Stored items
------------------------------------------------
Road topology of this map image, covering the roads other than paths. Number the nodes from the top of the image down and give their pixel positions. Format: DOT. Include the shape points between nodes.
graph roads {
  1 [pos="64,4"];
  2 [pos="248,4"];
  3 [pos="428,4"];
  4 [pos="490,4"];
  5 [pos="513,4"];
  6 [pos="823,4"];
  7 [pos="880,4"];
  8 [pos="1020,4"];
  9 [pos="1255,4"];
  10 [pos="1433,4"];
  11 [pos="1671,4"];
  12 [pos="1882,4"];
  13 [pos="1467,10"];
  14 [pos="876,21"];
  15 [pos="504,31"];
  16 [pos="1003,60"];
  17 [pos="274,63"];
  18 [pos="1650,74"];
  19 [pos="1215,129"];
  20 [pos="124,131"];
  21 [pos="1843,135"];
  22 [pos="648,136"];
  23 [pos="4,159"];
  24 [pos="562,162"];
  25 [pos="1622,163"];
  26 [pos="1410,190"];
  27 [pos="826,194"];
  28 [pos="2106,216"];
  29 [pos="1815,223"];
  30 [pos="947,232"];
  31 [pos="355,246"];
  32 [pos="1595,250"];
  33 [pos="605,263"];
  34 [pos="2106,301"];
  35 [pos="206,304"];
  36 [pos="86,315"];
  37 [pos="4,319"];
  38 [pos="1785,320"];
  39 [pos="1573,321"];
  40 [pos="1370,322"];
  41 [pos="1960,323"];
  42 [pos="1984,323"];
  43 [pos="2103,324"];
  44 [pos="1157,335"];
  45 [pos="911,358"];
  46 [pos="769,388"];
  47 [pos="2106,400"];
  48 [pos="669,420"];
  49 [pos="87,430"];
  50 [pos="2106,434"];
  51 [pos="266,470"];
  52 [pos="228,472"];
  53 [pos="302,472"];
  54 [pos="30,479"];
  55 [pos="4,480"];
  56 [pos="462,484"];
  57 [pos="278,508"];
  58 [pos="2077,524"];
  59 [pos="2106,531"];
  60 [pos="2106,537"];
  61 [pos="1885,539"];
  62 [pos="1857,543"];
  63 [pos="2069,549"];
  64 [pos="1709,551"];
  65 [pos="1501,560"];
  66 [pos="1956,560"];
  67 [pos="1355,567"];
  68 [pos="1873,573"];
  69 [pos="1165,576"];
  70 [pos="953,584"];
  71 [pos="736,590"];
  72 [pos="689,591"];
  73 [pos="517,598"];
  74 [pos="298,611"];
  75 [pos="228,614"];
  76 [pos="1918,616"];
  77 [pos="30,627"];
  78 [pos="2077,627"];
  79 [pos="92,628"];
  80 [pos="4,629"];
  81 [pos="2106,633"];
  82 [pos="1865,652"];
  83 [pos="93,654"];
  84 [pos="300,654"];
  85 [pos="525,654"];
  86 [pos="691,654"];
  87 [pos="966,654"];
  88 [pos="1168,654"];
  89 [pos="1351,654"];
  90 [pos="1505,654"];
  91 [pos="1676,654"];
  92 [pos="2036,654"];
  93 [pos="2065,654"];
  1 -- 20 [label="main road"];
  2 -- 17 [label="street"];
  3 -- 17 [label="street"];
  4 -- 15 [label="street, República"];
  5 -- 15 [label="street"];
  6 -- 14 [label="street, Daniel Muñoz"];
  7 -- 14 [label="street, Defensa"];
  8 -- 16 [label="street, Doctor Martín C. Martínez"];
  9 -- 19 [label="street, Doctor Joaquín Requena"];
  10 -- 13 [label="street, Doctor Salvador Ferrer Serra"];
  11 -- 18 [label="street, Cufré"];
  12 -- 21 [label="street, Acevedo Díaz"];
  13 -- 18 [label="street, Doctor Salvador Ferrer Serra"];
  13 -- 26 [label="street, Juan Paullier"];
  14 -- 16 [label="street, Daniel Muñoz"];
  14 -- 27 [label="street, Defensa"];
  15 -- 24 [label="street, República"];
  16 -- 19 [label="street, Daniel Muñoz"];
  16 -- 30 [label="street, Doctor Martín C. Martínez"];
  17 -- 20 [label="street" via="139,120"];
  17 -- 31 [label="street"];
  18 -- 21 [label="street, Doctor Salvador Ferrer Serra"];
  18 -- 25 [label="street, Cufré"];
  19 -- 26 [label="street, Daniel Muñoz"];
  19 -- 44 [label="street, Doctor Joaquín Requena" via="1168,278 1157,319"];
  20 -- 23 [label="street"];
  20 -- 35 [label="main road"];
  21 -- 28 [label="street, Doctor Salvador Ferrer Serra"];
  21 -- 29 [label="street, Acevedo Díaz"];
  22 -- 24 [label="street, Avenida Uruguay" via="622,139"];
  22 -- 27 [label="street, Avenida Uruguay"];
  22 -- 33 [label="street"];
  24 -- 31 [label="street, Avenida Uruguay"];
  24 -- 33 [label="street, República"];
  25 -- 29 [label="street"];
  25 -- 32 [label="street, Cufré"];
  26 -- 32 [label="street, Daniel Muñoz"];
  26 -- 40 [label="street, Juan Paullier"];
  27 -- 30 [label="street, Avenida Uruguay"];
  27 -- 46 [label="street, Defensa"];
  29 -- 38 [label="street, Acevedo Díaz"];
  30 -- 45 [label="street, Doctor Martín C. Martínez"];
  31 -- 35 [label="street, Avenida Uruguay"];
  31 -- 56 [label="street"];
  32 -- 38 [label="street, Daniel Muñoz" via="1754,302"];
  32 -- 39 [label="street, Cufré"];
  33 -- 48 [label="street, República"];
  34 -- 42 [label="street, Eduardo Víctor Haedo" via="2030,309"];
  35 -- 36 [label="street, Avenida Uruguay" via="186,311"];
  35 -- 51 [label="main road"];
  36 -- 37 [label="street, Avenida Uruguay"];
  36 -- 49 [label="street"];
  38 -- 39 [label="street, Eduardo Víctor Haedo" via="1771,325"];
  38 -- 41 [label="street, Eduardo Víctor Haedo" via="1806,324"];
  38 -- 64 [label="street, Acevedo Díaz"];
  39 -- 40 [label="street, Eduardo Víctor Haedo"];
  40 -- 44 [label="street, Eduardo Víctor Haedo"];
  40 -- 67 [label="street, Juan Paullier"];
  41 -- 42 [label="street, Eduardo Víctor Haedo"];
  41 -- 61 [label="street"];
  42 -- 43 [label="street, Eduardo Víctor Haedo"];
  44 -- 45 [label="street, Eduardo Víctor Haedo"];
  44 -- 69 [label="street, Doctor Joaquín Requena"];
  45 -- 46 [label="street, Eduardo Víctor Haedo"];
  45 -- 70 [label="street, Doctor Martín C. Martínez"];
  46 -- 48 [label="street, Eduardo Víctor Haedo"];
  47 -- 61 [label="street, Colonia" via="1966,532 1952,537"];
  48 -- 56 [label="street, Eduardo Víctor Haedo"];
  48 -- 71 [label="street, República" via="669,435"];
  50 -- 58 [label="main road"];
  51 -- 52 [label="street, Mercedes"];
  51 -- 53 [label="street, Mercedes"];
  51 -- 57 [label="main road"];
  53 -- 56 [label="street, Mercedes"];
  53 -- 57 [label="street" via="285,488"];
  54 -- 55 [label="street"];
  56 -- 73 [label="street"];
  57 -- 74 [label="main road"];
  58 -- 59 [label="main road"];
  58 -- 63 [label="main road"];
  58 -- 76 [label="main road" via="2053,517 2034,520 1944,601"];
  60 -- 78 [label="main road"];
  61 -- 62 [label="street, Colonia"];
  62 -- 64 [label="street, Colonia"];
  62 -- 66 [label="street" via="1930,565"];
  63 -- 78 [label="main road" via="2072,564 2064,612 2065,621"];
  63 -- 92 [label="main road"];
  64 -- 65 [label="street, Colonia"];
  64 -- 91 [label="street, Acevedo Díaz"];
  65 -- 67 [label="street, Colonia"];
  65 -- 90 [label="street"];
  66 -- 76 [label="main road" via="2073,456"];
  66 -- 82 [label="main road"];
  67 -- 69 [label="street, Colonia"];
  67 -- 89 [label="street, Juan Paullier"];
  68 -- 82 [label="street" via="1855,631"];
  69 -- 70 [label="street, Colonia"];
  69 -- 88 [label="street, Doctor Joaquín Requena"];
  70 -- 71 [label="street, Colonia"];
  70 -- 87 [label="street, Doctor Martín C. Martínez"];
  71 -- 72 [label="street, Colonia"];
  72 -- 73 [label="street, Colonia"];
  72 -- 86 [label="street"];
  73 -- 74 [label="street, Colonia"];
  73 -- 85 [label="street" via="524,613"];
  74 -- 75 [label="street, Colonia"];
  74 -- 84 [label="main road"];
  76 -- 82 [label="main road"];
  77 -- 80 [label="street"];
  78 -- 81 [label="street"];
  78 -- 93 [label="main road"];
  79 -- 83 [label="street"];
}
------------------------------------------------
What to do — What lines above contain the word "Defensa"? Please copy each one.

Response to this task —
  7 -- 14 [label="street, Defensa"];
  14 -- 27 [label="street, Defensa"];
  27 -- 46 [label="street, Defensa"];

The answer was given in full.